When we married he was my pastor. We wanted a family right away so 10 months later our wonderful son, Jonathan, was born. Twenty months later, Vanessa Joy was born.

As a minister’s family I tried really hard to raise my kids to be pretty “normal”. Meaning, I wanted them to be individuals – to be who they were made to be. Not to be who other people thought they should be. Those raised in the church or those leaders in church who raised their children in the church know what I’m talking about. I knew my kids would be labeled as PK’s (Preacher Kids or Pastor’ Kids) – but by golly, mine were going to be normal. So I told them – the boys – if they wanted long hair it’s OK with me, as long as it’s clean and not hanging in your food while you eat. I let them dye their hair if they wanted, etc. and so on. Be creative! And they were good – no really BIG problems as teens – just the normal “I’ll use my mouth against my parents” kind of stuff – haha.

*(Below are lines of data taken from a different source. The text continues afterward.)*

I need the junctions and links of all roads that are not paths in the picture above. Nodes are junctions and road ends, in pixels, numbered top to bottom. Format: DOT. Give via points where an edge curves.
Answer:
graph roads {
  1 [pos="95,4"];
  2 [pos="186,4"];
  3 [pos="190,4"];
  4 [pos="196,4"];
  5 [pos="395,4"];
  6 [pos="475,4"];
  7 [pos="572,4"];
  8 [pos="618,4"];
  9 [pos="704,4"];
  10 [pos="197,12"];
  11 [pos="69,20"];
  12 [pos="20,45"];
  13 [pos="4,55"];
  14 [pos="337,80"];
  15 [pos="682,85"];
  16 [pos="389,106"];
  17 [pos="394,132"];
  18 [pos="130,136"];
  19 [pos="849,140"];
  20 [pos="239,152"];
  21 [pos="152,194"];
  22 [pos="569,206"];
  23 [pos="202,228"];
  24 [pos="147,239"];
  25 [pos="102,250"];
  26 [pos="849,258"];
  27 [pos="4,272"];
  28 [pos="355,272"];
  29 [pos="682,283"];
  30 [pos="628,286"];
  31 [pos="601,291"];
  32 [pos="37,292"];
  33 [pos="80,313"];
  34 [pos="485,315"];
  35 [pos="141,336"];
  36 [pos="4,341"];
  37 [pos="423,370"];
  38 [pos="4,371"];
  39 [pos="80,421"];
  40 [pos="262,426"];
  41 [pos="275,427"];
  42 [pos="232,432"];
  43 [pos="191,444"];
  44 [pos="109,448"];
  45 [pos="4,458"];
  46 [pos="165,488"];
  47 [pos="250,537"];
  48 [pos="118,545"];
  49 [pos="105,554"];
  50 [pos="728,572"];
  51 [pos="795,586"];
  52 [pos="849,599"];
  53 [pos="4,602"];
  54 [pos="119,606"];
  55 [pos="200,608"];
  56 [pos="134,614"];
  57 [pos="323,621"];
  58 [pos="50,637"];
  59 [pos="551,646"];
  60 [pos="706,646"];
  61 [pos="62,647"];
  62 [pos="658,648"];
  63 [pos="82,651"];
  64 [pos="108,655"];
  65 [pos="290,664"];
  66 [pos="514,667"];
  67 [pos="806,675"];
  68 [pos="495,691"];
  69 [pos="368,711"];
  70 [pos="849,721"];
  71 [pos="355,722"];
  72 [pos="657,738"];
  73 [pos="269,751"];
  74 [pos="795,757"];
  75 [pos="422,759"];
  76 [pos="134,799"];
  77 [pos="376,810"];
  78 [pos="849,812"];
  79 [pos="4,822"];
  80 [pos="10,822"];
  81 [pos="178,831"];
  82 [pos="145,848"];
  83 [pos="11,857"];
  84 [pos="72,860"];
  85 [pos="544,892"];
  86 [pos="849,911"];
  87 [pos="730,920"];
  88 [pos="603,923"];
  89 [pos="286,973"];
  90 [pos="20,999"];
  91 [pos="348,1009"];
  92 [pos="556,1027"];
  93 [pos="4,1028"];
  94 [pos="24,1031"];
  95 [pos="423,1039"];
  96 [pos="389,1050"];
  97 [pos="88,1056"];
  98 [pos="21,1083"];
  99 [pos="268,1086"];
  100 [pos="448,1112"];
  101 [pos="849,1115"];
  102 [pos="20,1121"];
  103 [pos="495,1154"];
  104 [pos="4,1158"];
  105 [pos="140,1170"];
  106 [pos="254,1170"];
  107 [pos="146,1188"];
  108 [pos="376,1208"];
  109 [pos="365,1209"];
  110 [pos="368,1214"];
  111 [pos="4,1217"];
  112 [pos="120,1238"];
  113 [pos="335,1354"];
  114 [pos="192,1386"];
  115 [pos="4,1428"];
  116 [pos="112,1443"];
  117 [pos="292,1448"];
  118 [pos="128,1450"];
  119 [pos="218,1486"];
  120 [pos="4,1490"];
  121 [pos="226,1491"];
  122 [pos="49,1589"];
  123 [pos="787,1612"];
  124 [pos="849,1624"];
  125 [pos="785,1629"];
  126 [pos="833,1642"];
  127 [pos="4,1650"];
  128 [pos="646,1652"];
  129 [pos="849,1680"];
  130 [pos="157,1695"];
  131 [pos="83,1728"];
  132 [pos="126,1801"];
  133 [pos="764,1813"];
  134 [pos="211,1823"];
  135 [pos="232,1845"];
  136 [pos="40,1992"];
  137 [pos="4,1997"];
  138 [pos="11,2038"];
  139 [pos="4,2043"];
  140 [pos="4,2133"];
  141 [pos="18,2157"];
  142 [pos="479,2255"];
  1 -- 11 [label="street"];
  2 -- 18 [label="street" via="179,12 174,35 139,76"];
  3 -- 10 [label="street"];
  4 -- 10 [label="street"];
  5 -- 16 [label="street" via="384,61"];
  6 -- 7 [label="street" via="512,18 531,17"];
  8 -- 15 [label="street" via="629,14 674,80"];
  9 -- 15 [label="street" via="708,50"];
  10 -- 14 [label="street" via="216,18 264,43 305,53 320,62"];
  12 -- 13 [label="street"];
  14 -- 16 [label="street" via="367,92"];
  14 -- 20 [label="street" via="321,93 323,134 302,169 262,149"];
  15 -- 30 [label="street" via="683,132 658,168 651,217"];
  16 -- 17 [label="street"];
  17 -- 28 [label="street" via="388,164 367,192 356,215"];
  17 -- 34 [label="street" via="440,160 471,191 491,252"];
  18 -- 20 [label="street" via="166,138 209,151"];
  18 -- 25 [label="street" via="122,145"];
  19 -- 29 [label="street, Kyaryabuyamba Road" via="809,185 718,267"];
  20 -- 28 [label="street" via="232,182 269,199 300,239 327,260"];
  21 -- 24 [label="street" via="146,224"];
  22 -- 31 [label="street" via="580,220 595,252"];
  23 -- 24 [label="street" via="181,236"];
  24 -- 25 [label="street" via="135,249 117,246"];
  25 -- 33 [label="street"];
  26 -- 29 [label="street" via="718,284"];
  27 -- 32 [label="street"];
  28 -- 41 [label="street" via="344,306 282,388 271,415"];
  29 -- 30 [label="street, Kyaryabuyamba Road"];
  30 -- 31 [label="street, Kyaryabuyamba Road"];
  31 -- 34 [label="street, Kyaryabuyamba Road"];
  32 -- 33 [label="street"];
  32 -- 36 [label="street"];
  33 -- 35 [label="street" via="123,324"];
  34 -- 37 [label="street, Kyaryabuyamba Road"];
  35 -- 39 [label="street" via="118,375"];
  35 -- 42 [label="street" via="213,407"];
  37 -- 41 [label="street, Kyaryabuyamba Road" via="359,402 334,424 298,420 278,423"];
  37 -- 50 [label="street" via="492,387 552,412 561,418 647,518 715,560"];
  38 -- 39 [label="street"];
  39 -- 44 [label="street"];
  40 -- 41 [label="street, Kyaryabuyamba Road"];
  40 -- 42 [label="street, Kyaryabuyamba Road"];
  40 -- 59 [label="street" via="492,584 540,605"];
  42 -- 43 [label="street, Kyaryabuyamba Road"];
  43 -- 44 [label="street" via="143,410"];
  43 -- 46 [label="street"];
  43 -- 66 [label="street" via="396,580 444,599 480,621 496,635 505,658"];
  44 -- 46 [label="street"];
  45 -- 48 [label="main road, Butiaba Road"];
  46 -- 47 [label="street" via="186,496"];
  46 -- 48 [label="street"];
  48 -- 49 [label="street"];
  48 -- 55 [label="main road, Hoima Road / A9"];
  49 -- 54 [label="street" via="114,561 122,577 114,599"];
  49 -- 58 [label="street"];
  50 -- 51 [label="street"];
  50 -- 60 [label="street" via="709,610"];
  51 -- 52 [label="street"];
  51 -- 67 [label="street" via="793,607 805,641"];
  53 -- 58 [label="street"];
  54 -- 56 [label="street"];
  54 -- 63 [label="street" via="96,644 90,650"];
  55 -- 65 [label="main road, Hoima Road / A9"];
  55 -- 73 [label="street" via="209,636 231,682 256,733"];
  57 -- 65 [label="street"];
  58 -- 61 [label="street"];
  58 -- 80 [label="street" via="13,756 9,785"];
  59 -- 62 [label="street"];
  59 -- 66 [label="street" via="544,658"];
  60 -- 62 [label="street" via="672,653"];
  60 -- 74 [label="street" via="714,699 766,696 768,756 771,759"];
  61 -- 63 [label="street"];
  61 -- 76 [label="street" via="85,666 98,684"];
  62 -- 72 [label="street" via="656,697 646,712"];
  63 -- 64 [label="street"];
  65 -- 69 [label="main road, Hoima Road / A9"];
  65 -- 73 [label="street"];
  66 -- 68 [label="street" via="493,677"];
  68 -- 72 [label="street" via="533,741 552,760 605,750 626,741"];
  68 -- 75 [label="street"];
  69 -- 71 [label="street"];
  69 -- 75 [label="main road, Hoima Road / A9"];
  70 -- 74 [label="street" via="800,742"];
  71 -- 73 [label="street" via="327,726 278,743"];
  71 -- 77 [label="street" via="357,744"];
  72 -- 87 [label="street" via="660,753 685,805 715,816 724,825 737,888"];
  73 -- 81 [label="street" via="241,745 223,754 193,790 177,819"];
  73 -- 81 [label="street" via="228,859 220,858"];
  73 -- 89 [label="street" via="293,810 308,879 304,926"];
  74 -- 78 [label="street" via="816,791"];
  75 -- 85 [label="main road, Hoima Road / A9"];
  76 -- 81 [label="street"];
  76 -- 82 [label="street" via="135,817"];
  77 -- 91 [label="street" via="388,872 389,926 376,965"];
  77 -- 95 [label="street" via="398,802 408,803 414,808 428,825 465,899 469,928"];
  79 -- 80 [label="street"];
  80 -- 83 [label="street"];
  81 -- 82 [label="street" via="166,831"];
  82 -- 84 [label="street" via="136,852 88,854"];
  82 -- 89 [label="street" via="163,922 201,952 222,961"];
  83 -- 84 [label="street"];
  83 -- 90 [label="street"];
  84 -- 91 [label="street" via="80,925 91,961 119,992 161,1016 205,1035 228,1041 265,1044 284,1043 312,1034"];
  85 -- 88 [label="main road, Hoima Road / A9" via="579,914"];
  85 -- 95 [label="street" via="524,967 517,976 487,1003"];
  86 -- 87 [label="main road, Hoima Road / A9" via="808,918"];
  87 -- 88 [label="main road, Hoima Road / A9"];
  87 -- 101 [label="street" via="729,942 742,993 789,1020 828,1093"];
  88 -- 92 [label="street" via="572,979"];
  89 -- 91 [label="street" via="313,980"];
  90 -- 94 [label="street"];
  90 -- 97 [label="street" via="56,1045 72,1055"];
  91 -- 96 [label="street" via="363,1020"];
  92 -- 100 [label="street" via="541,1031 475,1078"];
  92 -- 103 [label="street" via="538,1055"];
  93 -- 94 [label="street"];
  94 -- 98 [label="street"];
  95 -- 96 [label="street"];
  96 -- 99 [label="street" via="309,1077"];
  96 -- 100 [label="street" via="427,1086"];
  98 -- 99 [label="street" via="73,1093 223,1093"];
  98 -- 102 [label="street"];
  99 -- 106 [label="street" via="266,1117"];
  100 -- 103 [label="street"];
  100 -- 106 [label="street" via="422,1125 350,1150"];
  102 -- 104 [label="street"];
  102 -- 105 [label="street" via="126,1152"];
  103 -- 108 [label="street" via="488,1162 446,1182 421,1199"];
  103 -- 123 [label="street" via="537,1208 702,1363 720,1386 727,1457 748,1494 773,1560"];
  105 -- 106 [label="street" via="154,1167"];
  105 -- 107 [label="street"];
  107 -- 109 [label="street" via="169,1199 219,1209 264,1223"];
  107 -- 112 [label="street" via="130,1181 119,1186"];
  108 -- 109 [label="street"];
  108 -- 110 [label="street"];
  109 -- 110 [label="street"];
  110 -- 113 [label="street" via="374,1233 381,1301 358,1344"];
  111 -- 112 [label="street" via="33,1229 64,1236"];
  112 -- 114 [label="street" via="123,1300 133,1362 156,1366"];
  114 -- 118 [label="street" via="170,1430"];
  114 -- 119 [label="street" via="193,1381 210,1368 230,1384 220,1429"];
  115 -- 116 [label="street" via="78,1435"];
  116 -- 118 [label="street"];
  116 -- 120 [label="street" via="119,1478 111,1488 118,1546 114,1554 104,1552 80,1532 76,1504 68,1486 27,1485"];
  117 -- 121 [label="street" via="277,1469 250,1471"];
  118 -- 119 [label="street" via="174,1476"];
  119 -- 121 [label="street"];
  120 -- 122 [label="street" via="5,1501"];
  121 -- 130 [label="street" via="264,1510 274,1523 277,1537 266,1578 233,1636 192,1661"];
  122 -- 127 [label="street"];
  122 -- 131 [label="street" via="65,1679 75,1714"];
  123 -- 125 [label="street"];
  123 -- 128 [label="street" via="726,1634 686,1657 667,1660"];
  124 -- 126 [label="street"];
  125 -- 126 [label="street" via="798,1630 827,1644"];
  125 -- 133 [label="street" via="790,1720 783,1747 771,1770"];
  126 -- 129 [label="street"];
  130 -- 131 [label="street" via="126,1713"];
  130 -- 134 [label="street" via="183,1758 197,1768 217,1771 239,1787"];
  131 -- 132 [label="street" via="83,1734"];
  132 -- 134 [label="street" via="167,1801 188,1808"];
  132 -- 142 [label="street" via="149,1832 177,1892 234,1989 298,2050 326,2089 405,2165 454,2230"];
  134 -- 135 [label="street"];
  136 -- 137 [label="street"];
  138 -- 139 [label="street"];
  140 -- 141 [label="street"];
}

About 5 years after Vanessa came another boy and then 2.5 years later, our last, another boy. They grew and I tried to enjoy every minute of it. As they began to grown into adulthood and leave home to “spread their wings”, we let them. We encouraged them and loved them even if we didn’t 100% like the way they were doing things. We knew we had to let them go and try things on their own – while watching and listening to their every move. Were we perfect parents? Heck no! I still tell our oldest that I am sorry for anything I did that wasn’t good for him – I told him he was the first and we had NO IDEA what we were doing. He was basically the guinea pig. He laughs – now.

Our daughter’s decision to move to California was a tough one. We didn’t like it I think because of who she had gotten involved with. We decided to love her through this and pray like crazy that things would go a different way. Did we, as parents, really know what way they should go? No. We just knew that a different partner would have been better. Would a different way still have her here, still alive and with us? Not necessarily. We really don’t know the outcome. We all see only a part of the puzzle of our lives. So we do our best.

She had decided to move to Seattle after the relationship broke up with this friend of hers. She was ready for a new start and it felt right by all of us. This was in November of 2004. She made many good friends in California that are like family to us now.

Her youngest brother was living in KCMO and had gone to California to spend Christmas with her. The middle son was in Shanghai, China studying at the University there. The oldest and his family were just a few miles from us in NJ. All was good.

Until that phone call. That one short phone call that changed our life forever. You really cannot prepare for such an event. We’ve walked through this with friends when they lost their son – but he was their son. It was a tiny bit of preparation – but not.

Bad things do happen to good people. We think we’re good people. We are not by any means perfect in anything. We are human, after all. But all we knew was to reach to the author of our faith, Jesus Christ. The anchor of our souls. He was amazing during that horrific time. We could feel Him holding us. We saw Him in so many people – the ladies at the church we used, who picked up snotty tissues with their bare hands – the many who stopped by with food and hugs – even strangers. Those who loved us afterwards and became part of us. It was incredible. Terribly, wonderfully incredible. And extremely painful.

We hurt daily as a family and individuals. But we embrace the pain and try our best to keep going. It has become part of us. We feel for those who have loss. Everyday you can see it on the news – we live in an imperfect world. There is pain, disease, heartache, violence, etc. , all around us.

I hope when any of us – our family and friends who know this heartache firsthand – or even you, Reader, come across a fellow human being who has suffered loss of some degree can look into their heart and reach out a helping hand. A hug? A word? A look? Pick up a snotty tissue? See past the walls of social standing or racial barriers or just plain old likes and dislikes – and see them in a different light.